Prezentowałam się całkiem dobrze. Zeszłam na dół, gdzie czekali już moi rodzice
gotowi, do wyjścia. Wiedząc, iż na dzisiejszym spotkaniu będzie ten blondyn,
straciłam ochotę na pójście tam, jednak nie miałam innego wyboru, musiałam iść.
Wysiadłam z karety
z pomocą woźnicy i stanęłam obok rodziców. Ruszyliśmy usypaną z kamyków dróżką
w stronę Ratusza. Matka mamrotała coś o młodym malarzu, którym zapewne był ten
blondyn. Weszłam do budynku i zobaczyłam grupkę dziewczyn w moim wieku, które
chichotały w kącie, rozmawiając z Georgem Creswellem. Każda z nich marzyła o tym,
aby zostać jego żoną. Dla mnie był on tylko zarozumiałym, bogatym,
rozpieszczonym synem miejscowego lekarza. Miał dwadzieścia trzy lata, ale zachowywał się mniej dojrzale niż
piętnastolatek. Nie mam pojęcia co one w nim widziały. Najgorsze było to, że
moi rodzice uważali go za dobrego kandydata na męża dla mnie, a jego ojciec mnie za idealną żonę... w końcu pochodziłam z dobrej rodziny... jednej z najbogatszych...
Po przywitaniu się ze wszystkimi
usiadłam z rodzicami za stolikiem i słuchałam nudnej przemowy burmistrza na temat nowego mieszkańca…
Siedziałam przy
stole sama, spoglądając na tłumek, jaki zgromadził się wokół Rahla… jakie te
dziewczęta były puste. Wywróciłam oczami, kiedy zobaczyłam zbliżającego się w
moją stronę szatyna, który dzierżył w ręku jakiś trunek.

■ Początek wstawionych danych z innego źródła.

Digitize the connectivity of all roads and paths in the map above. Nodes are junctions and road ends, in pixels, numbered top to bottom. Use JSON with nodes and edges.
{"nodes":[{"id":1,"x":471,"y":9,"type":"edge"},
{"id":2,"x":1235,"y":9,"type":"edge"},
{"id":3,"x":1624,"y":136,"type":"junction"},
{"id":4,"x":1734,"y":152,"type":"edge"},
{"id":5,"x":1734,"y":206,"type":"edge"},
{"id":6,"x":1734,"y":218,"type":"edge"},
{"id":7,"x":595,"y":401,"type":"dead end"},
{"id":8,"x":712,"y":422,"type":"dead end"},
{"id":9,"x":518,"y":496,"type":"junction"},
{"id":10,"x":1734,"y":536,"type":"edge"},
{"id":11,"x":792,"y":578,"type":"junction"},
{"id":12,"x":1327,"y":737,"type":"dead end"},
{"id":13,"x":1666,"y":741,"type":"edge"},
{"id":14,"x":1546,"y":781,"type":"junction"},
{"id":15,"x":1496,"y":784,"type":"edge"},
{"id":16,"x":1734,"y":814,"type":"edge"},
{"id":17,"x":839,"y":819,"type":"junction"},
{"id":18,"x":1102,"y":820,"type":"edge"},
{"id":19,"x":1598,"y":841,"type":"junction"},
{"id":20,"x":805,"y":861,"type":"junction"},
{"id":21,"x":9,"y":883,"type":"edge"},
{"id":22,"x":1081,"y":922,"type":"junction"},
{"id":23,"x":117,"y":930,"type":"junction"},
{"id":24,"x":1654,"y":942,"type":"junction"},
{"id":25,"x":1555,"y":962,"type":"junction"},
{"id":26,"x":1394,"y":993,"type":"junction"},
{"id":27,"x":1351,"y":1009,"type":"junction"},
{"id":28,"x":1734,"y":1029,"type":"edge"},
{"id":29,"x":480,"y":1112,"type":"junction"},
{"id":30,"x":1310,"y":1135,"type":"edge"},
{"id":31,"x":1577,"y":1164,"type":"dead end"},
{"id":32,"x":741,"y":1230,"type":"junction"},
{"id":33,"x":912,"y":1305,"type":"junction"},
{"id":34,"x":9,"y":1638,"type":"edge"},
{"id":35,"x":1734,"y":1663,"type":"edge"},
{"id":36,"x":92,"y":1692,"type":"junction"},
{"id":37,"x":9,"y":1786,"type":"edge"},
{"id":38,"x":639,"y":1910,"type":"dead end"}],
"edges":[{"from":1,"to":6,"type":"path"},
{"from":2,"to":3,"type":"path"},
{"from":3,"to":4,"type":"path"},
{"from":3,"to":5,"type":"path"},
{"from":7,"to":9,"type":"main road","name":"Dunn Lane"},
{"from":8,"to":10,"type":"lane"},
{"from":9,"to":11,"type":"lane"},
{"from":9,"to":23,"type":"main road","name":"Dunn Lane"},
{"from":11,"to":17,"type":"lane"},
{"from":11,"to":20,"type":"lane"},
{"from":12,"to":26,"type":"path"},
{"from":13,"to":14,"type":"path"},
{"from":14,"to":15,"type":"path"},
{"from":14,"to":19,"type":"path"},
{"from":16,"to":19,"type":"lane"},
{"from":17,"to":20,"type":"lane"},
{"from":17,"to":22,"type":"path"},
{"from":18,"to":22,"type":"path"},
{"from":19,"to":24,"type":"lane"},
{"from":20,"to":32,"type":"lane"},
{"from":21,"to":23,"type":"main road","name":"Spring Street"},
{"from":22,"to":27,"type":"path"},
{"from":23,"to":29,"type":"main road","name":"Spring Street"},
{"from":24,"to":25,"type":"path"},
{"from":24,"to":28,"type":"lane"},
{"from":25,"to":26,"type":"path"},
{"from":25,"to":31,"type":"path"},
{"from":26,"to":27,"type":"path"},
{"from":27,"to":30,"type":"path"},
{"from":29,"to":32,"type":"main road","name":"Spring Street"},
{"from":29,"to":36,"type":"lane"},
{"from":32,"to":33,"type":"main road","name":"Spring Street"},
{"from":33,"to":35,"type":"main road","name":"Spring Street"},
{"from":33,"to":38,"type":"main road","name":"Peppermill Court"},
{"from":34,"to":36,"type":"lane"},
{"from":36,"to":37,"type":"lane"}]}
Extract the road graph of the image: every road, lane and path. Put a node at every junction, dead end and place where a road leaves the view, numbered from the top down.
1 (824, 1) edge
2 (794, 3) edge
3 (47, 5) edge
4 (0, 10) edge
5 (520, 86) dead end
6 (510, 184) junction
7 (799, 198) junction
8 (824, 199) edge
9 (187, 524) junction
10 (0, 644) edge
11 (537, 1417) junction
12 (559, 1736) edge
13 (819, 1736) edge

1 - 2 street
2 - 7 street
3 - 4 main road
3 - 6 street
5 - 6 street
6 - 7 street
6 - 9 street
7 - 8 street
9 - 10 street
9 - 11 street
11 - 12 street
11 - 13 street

-Witam, Leanne. A ty nie witasz
się z naszym nowym przyjacielem? - zapytał George ze złośliwym uśmiechem,
siadając obok mnie.
-Tak się składa, że już go
poznałam. - odrzekłam spokojnie. –Czemu pytasz? Chcesz, abym wypłoszyła od niego
adoratorki, które jak widać cię opuściły?
-To tymczasowe zainteresowanie,
zaraz wrócą. Tymczasem my moglibyśmy… - zaczął, kładąc rękę na moim kolanie i
przesuwając ją coraz wyżej. Zupełnie nieprzejęta tym gestem, spojrzałam mu
prosto w oczy, z obojętną miną.
-Nie interesują mnie takie
propozycje, jednakże jestem pewna, że jeżeli zapytasz Rose, z pewnością się
zgodzi. - chwyciłam jego rękę i odsunęłam ją od mojego ciała.
-Nie wiesz co tracisz.
Patrzył na mnie przez chwilę, po
czym wbił wzrok w przestrzeń za mną. Automatycznie się odwróciłam i napotkałam
wzrok Rahla.
-Chyba nasz artysta się tobą
zainteresował, Leanne. - szyderczo się zaśmiał i przechylił kieliszek do swoich
ust. Zmrużyłam oczy.
-Nie powinno cię to obchodzić. - powiedziałam wymijająco, na co zakrztusił się alkoholem.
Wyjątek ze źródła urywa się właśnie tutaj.